Last of all, I owe a huge debt to those friends and colleagues who have read this manuscript, in whole or in part, and have enriched it by their critical examination from very different points of view: Vernon Scarborough, Gary Dirks, Yongsheng Zhang, and above all Thierry Berthoud, Alan AtKisson, and two anonymous reviewers.
I am immensely grateful to all these people for the many ways they have helped me throughout my life, and thus have contributed to the realization of the intellectual voyage that led to the pages you now have in front of you.
But I want also to express my deep gratitude to the institutions that have supported me during the writing of this book.

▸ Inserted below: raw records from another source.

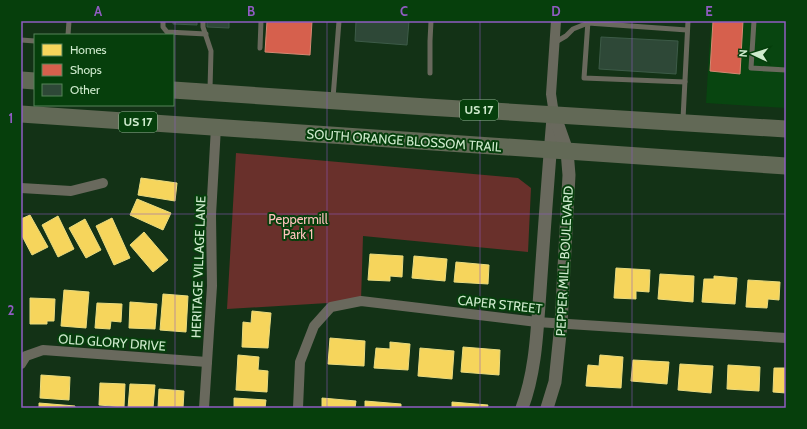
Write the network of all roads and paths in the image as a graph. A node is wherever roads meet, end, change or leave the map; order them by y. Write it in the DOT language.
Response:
graph roads {
  1 [pos="69,21"];
  2 [pos="163,21"];
  3 [pos="203,21"];
  4 [pos="261,21"];
  5 [pos="339,21"];
  6 [pos="431,21"];
  7 [pos="556,21"];
  8 [pos="688,21"];
  9 [pos="754,21"];
  10 [pos="588,22"];
  11 [pos="687,30"];
  12 [pos="68,34"];
  13 [pos="206,34"];
  14 [pos="21,40"];
  15 [pos="34,41"];
  16 [pos="554,44"];
  17 [pos="260,48"];
  18 [pos="786,70"];
  19 [pos="430,73"];
  20 [pos="21,80"];
  21 [pos="34,81"];
  22 [pos="685,82"];
  23 [pos="174,90"];
  24 [pos="210,92"];
  25 [pos="333,100"];
  26 [pos="27,110"];
  27 [pos="554,114"];
  28 [pos="683,122"];
  29 [pos="216,127"];
  30 [pos="786,129"];
  31 [pos="558,151"];
  32 [pos="786,166"];
  33 [pos="103,183"];
  34 [pos="21,188"];
  35 [pos="537,322"];
  36 [pos="561,324"];
  37 [pos="786,338"];
  38 [pos="207,362"];
  39 [pos="21,364"];
  40 [pos="204,408"];
  41 [pos="298,408"];
  42 [pos="522,408"];
  43 [pos="547,408"];
  1 -- 12 [label="lane"];
  2 -- 13 [label="lane"];
  3 -- 13 [label="lane"];
  4 -- 17 [label="lane"];
  5 -- 25 [label="lane"];
  6 -- 19 [label="lane"];
  7 -- 16 [label="street, PEPPER MILL BOULEVARD"];
  8 -- 11 [label="lane"];
  9 -- 18 [label="lane"];
  10 -- 11 [label="lane"];
  10 -- 16 [label="lane"];
  10 -- 22 [label="lane"];
  11 -- 22 [label="lane"];
  13 -- 24 [label="lane"];
  14 -- 15 [label="lane"];
  16 -- 27 [label="street, PEPPER MILL BOULEVARD"];
  20 -- 21 [label="main road"];
  22 -- 28 [label="lane"];
  23 -- 24 [label="main road, US 17"];
  24 -- 25 [label="main road, US 17"];
  25 -- 27 [label="main road, US 17"];
  26 -- 29 [label="main road, SOUTH ORANGE BLOSSOM TRAIL / US 17"];
  27 -- 28 [label="main road, US 17"];
  27 -- 31 [label="street, PEPPER MILL BOULEVARD"];
  28 -- 30 [label="main road, US 17"];
  29 -- 31 [label="main road, SOUTH ORANGE BLOSSOM TRAIL / US 17"];
  29 -- 38 [label="street, HERITAGE VILLAGE LANE"];
  31 -- 32 [label="main road, SOUTH ORANGE BLOSSOM TRAIL / US 17"];
  31 -- 35 [label="street, PEPPER MILL BOULEVARD"];
  31 -- 36 [label="street, PEPPER MILL BOULEVARD"];
  33 -- 34 [label="street"];
  35 -- 36 [label="street, CAPER STREET"];
  35 -- 41 [label="street, CAPER STREET"];
  35 -- 42 [label="street, PEPPER MILL BOULEVARD"];
  36 -- 37 [label="street, CAPER STREET"];
  36 -- 43 [label="street, PEPPER MILL BOULEVARD"];
  38 -- 39 [label="street, OLD GLORY DRIVE"];
  38 -- 40 [label="street, HERITAGE VILLAGE LANE"];
}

First of all Arizona State University which granted me leave to work away for most of the spring and summer of 2016 and then gave me a full year’s sabbatical from August 2016 to August 2017. That first spring and summer of 2016 were spent at the Institut Méditerranéen de Recherches Avancées (IMÉRA) of Aix-Marseille University in France, where the staff not only housed us magnificently, with a view over the whole old city of Marseille, but created the ideal atmosphere in which to write and work in a relaxed and productive manner. I also owe much to colleagues at that University, in particular Joel Guiot, Wolfgang Cramer, Alan Kirman, and Daniel Contreras, who made sure we also had a pleasant social life and inspiring discussions at OT-Med, one of the very prestigious Laboratoires d’Excellence funded by the French central government.

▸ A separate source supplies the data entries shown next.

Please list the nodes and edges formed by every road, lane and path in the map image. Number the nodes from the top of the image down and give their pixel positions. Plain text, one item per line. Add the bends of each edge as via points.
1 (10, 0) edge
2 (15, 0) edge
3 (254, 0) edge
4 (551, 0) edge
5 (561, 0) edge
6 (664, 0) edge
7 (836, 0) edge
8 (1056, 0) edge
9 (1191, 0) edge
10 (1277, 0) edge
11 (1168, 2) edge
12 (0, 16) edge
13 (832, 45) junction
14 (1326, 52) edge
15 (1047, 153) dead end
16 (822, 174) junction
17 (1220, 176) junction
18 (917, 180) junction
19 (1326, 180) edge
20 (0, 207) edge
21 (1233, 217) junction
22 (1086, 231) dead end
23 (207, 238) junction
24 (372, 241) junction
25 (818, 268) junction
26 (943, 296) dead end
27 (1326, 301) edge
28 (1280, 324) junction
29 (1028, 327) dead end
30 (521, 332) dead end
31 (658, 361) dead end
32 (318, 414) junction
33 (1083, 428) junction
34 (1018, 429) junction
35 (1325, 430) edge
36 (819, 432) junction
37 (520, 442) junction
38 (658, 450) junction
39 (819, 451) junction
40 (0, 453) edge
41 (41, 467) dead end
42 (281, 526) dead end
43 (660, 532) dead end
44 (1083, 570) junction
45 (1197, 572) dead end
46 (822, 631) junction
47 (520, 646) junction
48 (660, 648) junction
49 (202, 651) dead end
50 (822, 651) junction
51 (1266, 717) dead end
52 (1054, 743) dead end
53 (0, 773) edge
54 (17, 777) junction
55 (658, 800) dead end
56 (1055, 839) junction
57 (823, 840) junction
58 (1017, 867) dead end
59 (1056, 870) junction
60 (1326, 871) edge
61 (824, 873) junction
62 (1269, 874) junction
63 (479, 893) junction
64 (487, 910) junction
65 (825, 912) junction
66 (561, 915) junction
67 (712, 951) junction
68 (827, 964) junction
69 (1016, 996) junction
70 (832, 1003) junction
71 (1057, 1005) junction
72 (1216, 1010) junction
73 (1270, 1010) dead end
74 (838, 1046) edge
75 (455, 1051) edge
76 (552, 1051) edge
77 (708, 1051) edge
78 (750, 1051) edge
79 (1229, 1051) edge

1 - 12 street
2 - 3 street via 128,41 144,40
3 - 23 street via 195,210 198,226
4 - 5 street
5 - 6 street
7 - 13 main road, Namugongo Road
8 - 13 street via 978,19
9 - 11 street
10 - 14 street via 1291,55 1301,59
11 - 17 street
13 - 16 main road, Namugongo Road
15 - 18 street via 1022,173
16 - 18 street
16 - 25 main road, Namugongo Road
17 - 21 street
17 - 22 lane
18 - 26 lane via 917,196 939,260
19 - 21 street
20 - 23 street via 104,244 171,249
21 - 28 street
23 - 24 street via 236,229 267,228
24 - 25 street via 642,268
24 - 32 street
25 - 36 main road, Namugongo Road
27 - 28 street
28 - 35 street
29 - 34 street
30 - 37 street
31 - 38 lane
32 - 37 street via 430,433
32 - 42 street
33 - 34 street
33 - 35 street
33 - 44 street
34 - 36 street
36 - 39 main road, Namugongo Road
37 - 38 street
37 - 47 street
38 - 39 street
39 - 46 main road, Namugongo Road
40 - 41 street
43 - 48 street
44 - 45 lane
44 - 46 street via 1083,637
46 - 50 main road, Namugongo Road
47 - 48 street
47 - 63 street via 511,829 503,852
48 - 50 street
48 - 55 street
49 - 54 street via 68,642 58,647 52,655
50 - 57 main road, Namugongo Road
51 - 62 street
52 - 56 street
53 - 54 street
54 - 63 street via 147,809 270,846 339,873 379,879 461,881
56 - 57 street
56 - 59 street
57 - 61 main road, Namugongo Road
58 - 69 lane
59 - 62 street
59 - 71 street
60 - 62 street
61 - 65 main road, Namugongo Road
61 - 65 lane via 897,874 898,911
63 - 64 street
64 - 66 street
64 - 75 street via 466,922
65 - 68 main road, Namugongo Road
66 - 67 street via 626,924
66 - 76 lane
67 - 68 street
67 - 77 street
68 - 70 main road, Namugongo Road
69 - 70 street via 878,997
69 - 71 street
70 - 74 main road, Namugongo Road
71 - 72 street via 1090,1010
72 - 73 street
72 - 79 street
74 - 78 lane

After an intermezzo in Beijing and other parts of China, we took up residency among our old friends at the Research Institute for Humanity and Nature (RIHN) in Kyoto, Japan who very graciously (and exceptionally) granted us a second fellowship of four and a half months from September 2016 to mid-January 2017. Those who know RIHN and Kyoto will not be surprised that that was another ideal place to be writing, unconstrained by obligations, with interesting colleagues and a very effective and pleasant staff. Here, I particularly want to thank the Director-General, Tetsuzo Yasunari, his two Deputy DG’s, Jumpei Kubota and Makoto Taniguchi, and several of their many colleagues with whom we created strong bonds: Kenichi Abe, Junko Habu, Hein Mallee, Steven McGreevy, Hisei Nakanishi, Daniel Niles, and Tatsuyoshi Saijo. Moreover, RIHN graciously allowed me to organize two workshops during our stay, and we enjoyed some particularly instructive and pleasant trips with Kenichi Abe.
After a brief intermezzo at ASU we then moved to the Institute of Advanced Sustainability Studies in Potsdam, Germany, where our welcome was as wonderfully warm as in the first two places. Ortwin Renn, one of its directors, graciously mediated for me a two-year senior fellowship that strengthened contacts with a number of colleagues working in Berlin and Potsdam. Unfortunately, obligations at ASU did not allow me to profit from our stay at Potsdam for more than five months, but we came back in the fall of 2018. Apart from Ortwin, we found old friends there, in particular Ilan Chabay, Armin Haas, Carlo Jaeger, Falk Schmidt, and made new friendships with Mark Lawrence and Patrizia Nanz (the two other members of the directorate), Jörg Mayer-Ries, Tim Butler, Pia-Johanna Schweitzer, and others.
Our stay at these institutions enabled me to write unrestrained by appointments, meetings, and other obligations, and that meant I could write when I was really in the mood, and not squeezed between other events as I had been doing for a long time. In so far as this book is understandable, it is entirely due to the largesse of these institutions and the colleagues peopling them. Bliss!